Vague Update/Maintenance Strategy
Nice to haveNo plan for how to handle schema changes or document versioning in the knowledge base.
Why this matters
A static RAG demo is easy. A system that stays accurate as your underlying data changes is a core production requirement.
Evaluation Requirements & Methodology
Golden Set Strategy (80/20 Split)
RequiredPrepare a generous set of questions/answers.

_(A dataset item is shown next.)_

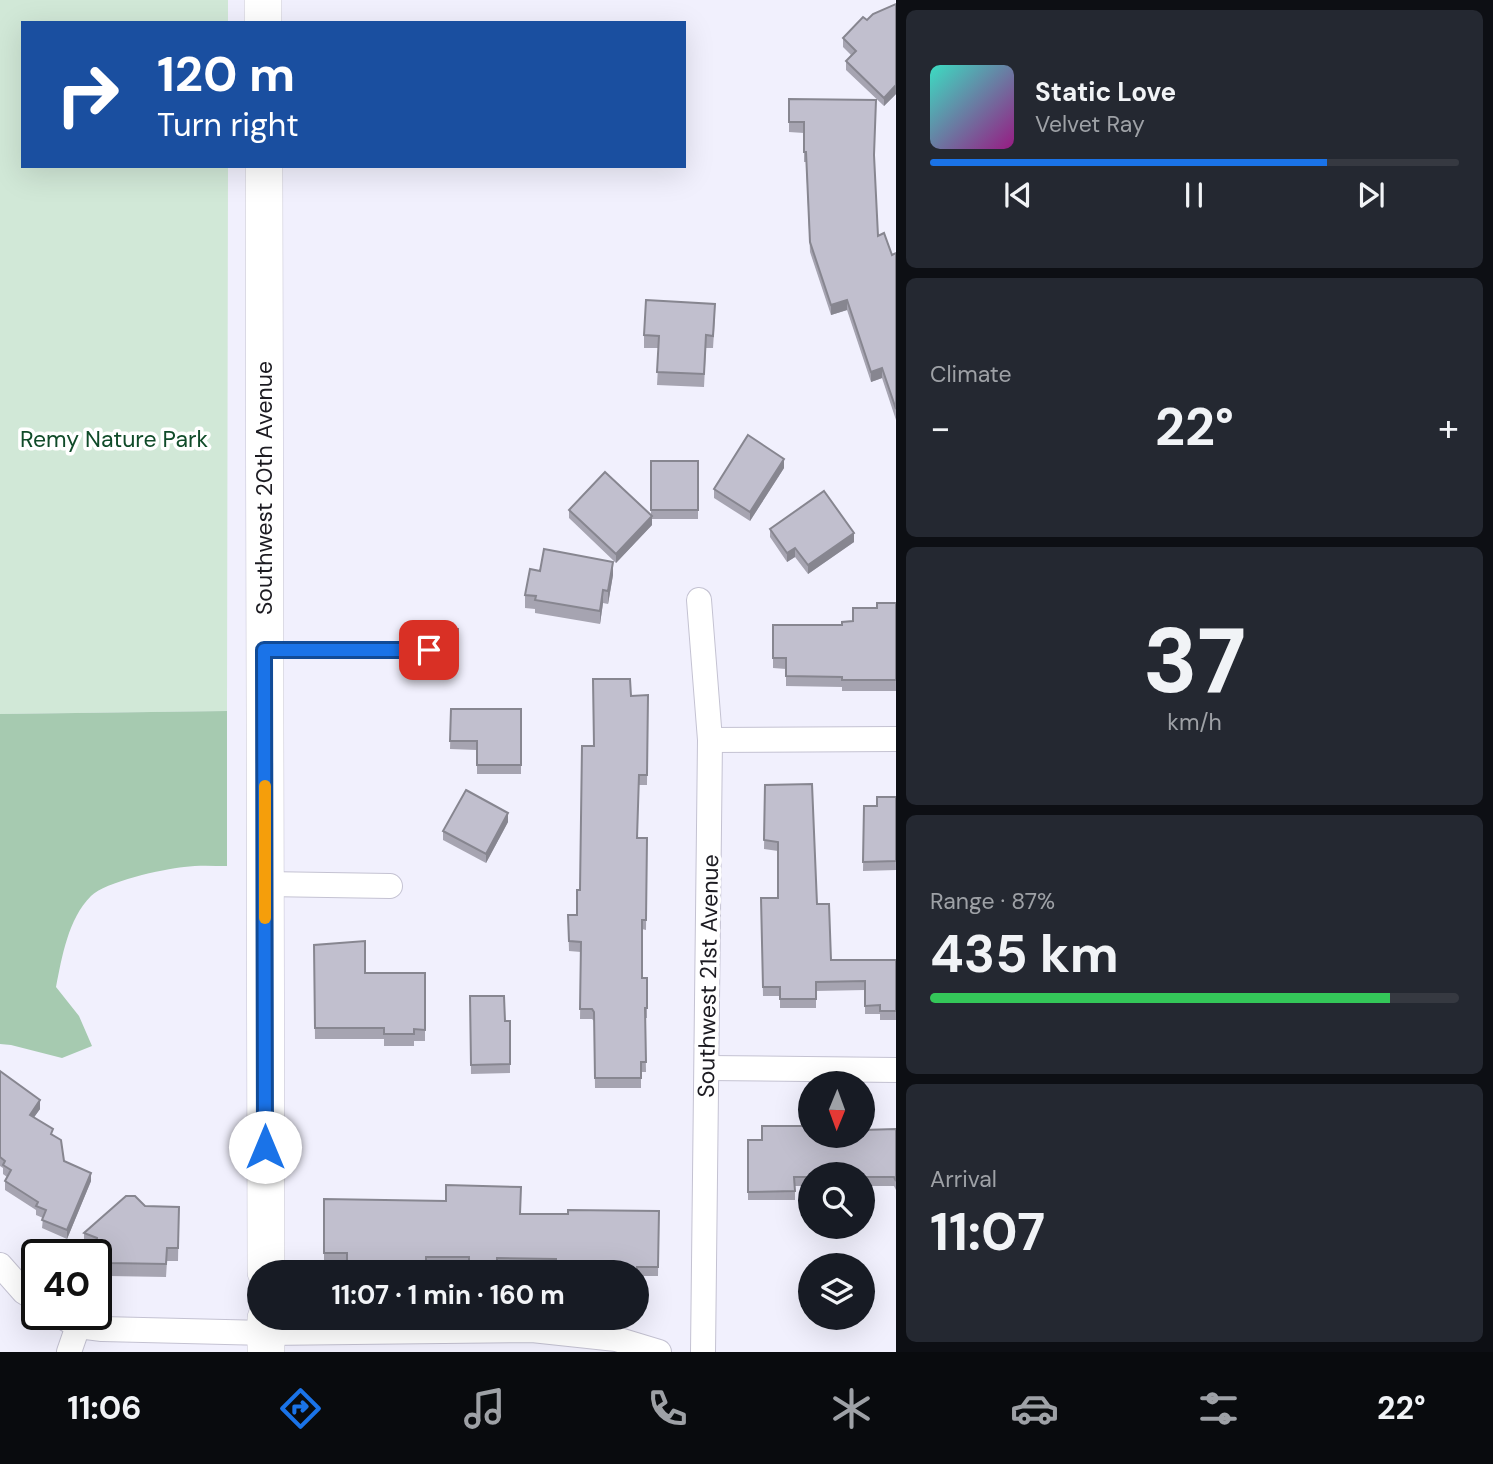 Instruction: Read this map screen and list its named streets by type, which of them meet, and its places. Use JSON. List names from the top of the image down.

Keep 80% private during development and share only 20% with the vendor to avoid 'overfitting' the solution to the test.
Why this matters
If a vendor optimizes against the full test set, you won't know if the system actually generalizes to real users until it moves to production.

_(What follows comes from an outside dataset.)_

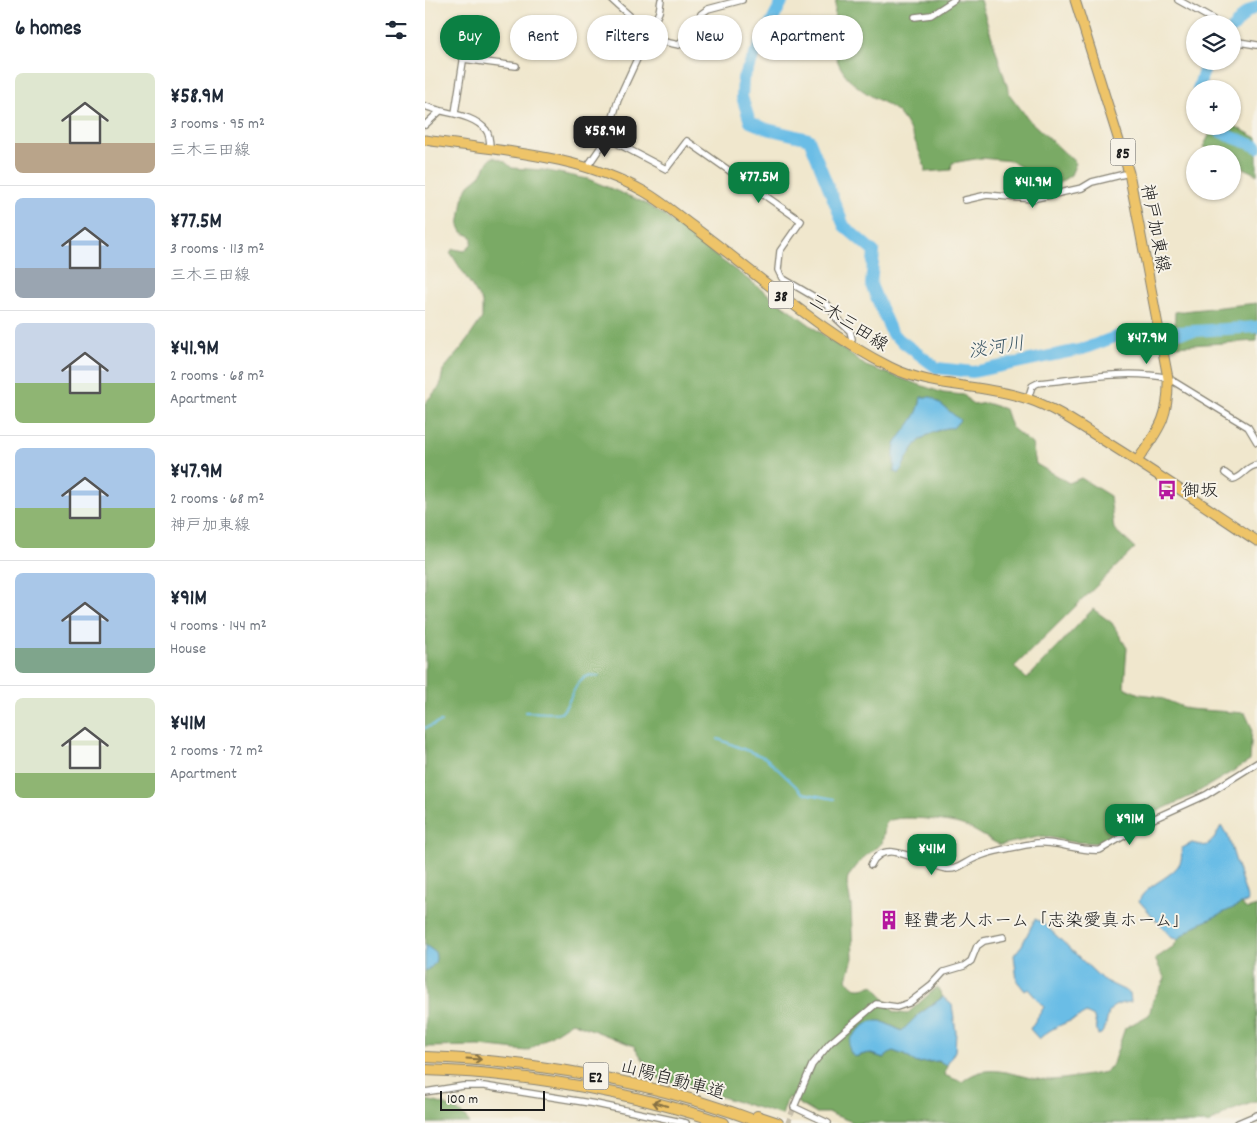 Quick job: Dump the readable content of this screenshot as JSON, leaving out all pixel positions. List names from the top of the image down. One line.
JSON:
{"streets":{"highway":["E2","山陽自動車道"],"main road":["85","神戸加東線","38","三木三田線"]},"crossings":[["神戸加東線","三木三田線"]],"water":["淡河川"],"places":{"bus stop":["御坂"],"building":["軽費老人ホーム「志染愛真ホーム」"]},"scale_bar":"100 m","page":{"heading":"6 homes","map_buttons":["+","−"],"chip":["Buy","Rent","Filters","New","Apartment"],"list":[{"name":"¥58.9M","note":"3 rooms · 95 m² · 三木三田線"},{"name":"¥77.5M","note":"3 rooms · 113 m² · 三木三田線"},{"name":"¥41.9M","note":"2 rooms · 68 m² · Apartment"},{"name":"¥47.9M","note":"2 rooms · 68 m² · 神戸加東線"},{"name":"¥91M","note":"4 rooms · 144 m² · House"},{"name":"¥41M","note":"2 rooms · 72 m² · Apartment"}],"price":["¥58.9M","¥77.5M","¥41.9M","¥47.9M","¥91M","¥41M"],"scale":"100 m"}}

Decomposed Accuracy Metrics
RecommendedInstead of one 'accuracy' score, use weighted multi-level metrics (e.g., 'Did it cite source?', 'Is tone correct?', 'Is formatting valid?').
Why this matters
Composition of simple, binary questions provides the most robust evaluation of overall quality.
PoC Accuracy Thresholds
Nice to haveDon't demand 95% for a PoC. Define what '70%' actually means-e.g., 30% failure to answer vs. minor formatting issues.
Why this matters
Premature optimization for 95% accuracy can lead to brittle prompts and skyrocketing costs before the core value is even proven.
Automated Regression Testing
RequiredVendor must provide a framework to automatically re-verify the Golden Set after any change to the model, architecture, or retrieval pipeline.
Contract: Performance & Operations
Guardrails Implemented
RequiredStrict requirements for PII masking, safety filtering, and tone consistency checks.
Average & Median Latency
RecommendedTargets for typical generation times. Important for production, but secondary to accuracy during PoC phase.
Availability (Uptime)
Nice to haveTarget 99.5%+, but recognize AI infra is volatile. Nice to have, not strictly required for early phases.
P95 / P99 Latency
Nice to haveUseful for tracking outliers and tail-end performance issues.
Proposal Scoring Rubric
Architecture Completeness
RequiredDetailed chunking, embedding, retrieval (rerankers), and context injection strategy.
Cost Model Accuracy
RecommendedBreakdown of token costs, infrastructure, and vector DB hosting at scale.
Reference Checks
Nice to haveSpeak to a customer who has been in production (not just POC) for >3 months.